I fully agree, that customer surveys have limitations. And, as a management practice, I routinely tell employees that 'hope is not a strategy'. But, apparently, the consumer survey approach does work for many (many, many) organizations, across multiple industries, and the available data in the QA/QC literature, at least that I am aware of, suggests that the results of customer surveys are not infrequently used to improve organizational delivery of a product, and facilitate changes in employee behavior and performance, organizational structure, and corporate business practices, etc. Imperfect as it may be, the system appears to have utility, and genuine appeal to businesses.

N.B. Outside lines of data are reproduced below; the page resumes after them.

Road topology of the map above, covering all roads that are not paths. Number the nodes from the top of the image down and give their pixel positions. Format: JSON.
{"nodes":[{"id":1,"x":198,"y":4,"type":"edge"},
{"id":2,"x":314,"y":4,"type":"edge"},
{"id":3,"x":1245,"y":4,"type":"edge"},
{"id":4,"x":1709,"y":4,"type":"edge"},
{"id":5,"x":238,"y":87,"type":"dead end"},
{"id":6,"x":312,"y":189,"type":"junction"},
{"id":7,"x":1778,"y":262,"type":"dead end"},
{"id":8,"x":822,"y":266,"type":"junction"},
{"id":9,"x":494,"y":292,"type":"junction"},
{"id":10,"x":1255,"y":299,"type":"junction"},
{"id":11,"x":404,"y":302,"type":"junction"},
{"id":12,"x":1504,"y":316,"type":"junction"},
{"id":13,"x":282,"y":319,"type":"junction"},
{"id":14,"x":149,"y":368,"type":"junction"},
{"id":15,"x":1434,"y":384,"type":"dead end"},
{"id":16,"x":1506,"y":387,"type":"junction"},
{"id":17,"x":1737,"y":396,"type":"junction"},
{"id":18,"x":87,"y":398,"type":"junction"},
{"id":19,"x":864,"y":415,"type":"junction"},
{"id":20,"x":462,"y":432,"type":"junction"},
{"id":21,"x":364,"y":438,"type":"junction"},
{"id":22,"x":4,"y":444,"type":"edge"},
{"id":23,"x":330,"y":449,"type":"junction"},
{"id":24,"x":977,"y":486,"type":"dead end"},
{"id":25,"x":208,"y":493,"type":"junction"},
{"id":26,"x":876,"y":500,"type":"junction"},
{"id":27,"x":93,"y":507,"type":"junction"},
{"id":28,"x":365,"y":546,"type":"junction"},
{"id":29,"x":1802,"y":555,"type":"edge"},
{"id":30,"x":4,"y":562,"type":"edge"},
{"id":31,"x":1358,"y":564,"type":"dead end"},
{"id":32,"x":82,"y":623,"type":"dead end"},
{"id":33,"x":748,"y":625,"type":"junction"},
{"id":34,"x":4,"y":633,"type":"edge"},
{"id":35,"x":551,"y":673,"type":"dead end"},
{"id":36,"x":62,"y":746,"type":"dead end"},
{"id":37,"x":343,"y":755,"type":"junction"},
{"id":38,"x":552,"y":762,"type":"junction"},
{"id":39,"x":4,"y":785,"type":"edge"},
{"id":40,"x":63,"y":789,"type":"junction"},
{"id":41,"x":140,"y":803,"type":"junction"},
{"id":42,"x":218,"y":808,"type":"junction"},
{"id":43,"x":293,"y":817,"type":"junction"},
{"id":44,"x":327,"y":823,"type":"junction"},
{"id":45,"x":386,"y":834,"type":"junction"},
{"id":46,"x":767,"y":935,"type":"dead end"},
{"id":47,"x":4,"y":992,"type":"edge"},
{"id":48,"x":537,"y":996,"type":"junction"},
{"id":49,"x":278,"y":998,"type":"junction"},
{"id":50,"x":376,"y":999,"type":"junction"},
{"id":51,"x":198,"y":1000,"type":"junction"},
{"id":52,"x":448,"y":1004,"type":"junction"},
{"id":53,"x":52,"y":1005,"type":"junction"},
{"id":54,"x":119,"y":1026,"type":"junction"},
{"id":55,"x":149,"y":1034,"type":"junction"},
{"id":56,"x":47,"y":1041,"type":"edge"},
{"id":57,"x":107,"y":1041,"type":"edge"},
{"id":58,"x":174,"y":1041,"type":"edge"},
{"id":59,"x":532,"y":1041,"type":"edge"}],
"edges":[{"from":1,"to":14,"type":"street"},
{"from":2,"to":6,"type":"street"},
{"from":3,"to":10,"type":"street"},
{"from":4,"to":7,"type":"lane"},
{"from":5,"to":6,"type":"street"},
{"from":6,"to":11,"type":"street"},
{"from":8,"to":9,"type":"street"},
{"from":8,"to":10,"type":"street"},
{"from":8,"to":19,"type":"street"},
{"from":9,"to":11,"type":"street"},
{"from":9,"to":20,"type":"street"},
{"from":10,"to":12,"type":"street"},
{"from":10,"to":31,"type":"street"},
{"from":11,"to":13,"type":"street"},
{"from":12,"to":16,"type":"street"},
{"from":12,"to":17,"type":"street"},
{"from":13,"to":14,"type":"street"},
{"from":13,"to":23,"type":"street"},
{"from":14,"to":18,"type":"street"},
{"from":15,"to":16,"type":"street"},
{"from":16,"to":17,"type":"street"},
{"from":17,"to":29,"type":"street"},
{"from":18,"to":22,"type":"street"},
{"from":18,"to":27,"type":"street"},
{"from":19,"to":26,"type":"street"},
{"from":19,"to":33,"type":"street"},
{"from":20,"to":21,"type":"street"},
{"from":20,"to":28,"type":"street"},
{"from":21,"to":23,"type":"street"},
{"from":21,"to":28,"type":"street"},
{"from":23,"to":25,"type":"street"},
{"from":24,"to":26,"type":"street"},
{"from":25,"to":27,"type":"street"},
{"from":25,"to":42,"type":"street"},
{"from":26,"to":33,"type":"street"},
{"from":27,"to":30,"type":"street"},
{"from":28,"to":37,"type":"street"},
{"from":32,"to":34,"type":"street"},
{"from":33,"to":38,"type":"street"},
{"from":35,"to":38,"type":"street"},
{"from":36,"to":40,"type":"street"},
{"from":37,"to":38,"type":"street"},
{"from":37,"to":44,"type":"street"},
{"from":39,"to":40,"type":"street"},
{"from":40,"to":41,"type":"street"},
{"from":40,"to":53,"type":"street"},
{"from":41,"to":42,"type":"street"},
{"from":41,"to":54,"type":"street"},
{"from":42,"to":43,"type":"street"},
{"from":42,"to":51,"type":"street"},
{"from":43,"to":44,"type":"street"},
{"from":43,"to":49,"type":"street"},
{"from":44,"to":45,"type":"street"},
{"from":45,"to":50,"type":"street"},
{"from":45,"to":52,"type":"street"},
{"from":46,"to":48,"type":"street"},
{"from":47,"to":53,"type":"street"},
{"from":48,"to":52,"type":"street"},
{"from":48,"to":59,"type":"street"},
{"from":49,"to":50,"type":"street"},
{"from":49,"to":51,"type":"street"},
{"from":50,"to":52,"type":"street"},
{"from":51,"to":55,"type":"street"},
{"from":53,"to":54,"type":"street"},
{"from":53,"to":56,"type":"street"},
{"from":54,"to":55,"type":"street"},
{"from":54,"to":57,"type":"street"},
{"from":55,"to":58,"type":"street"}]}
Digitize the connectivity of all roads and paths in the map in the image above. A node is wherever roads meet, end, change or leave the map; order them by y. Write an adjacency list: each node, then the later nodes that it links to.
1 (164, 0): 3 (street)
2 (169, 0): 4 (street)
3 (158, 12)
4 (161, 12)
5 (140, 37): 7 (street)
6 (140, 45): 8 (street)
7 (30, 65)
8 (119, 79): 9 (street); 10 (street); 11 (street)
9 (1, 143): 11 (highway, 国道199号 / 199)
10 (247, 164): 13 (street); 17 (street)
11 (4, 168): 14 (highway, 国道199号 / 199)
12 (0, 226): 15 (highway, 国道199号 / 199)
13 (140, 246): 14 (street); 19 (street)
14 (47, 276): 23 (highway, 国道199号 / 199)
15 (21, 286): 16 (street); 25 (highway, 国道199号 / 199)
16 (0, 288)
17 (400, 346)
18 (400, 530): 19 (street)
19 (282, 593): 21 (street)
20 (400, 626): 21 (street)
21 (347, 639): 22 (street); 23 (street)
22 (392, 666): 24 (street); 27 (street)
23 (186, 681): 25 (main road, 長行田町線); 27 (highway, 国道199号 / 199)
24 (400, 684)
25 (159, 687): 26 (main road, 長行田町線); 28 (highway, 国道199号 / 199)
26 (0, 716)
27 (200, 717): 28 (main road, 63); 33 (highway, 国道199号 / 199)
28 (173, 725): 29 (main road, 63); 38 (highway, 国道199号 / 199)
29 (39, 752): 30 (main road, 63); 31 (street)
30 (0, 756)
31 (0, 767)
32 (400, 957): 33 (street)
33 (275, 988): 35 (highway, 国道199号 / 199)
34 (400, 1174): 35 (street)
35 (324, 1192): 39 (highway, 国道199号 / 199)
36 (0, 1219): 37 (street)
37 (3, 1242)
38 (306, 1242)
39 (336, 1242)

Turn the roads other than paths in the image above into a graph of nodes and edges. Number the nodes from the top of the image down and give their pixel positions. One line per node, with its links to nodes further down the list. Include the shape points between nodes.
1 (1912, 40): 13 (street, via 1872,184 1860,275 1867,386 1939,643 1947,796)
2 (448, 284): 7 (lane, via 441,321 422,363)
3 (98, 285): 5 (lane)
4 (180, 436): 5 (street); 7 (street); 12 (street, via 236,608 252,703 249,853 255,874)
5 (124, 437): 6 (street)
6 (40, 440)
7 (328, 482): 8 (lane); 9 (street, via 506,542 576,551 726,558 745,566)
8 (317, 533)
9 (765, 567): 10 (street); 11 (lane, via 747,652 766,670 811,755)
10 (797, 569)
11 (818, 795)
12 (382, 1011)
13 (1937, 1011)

But, putting that discussion aside, could you recommend a specific QA/QC approach, that you believe scuba training agencies should routinely employ, that would be objective, informative, efficient, appealing to consumers, and cost-effective? I would be very interested in what options might be pursued.
[As a customer, I tend to vote with my feet and try to find a better provider / store / / restaurant / shop / instructor, ... rather then trying to fix the one with the issue... In aggregate it's a means of quality control as well and maybe less aggravating to all involved.
Unfortunately, it also really does little if anything for quality control. Taking the discussion outside the scuba industry: I have seen this over too many years in medicine, where some patients will go from one practitioner, to another, to another, and to yet another, because they don't like 'something' or are not getting 'something', but they NEVER tell the practitioners what they don't like, or want but are not getting. So, the practitioner never knows a) what s/he could have done differently to meet the needs of that patient who is lost to follow-up, and just disappears, and more important , b) what s/he could do differently to meet the needs of future patients. That kind of walking with your feet is not an effective approach to improving quality, or changing behavior, it is a prescription for chaos and waste, as multiple practitioners attempt to meet a patient's un-articulated needs, without information from the patient or previous providers, and needlessly 're-invent the wheel', and waste time and resources in the process. Those same patients then complain about the health care system failing them, but they have never, ever articulated what they actually need / want to any provider or facility. Fortunately, and unfortunately, that is changing. Patients have substantially less opportunity to choose their providers now, IF they are to take advantage of their insurance coverage. And, part of the reason is the increasing cost of health care delivery resulting in no small part from the chaos and cost-inefficiency of patients 'voting with their feet', instead of 'communicating with their mouth'.
You are free to do what you want . I hope others will help make scuba training better for all of us - students and instructors alike - by helping agencies identify problems in delivery which can be addressed.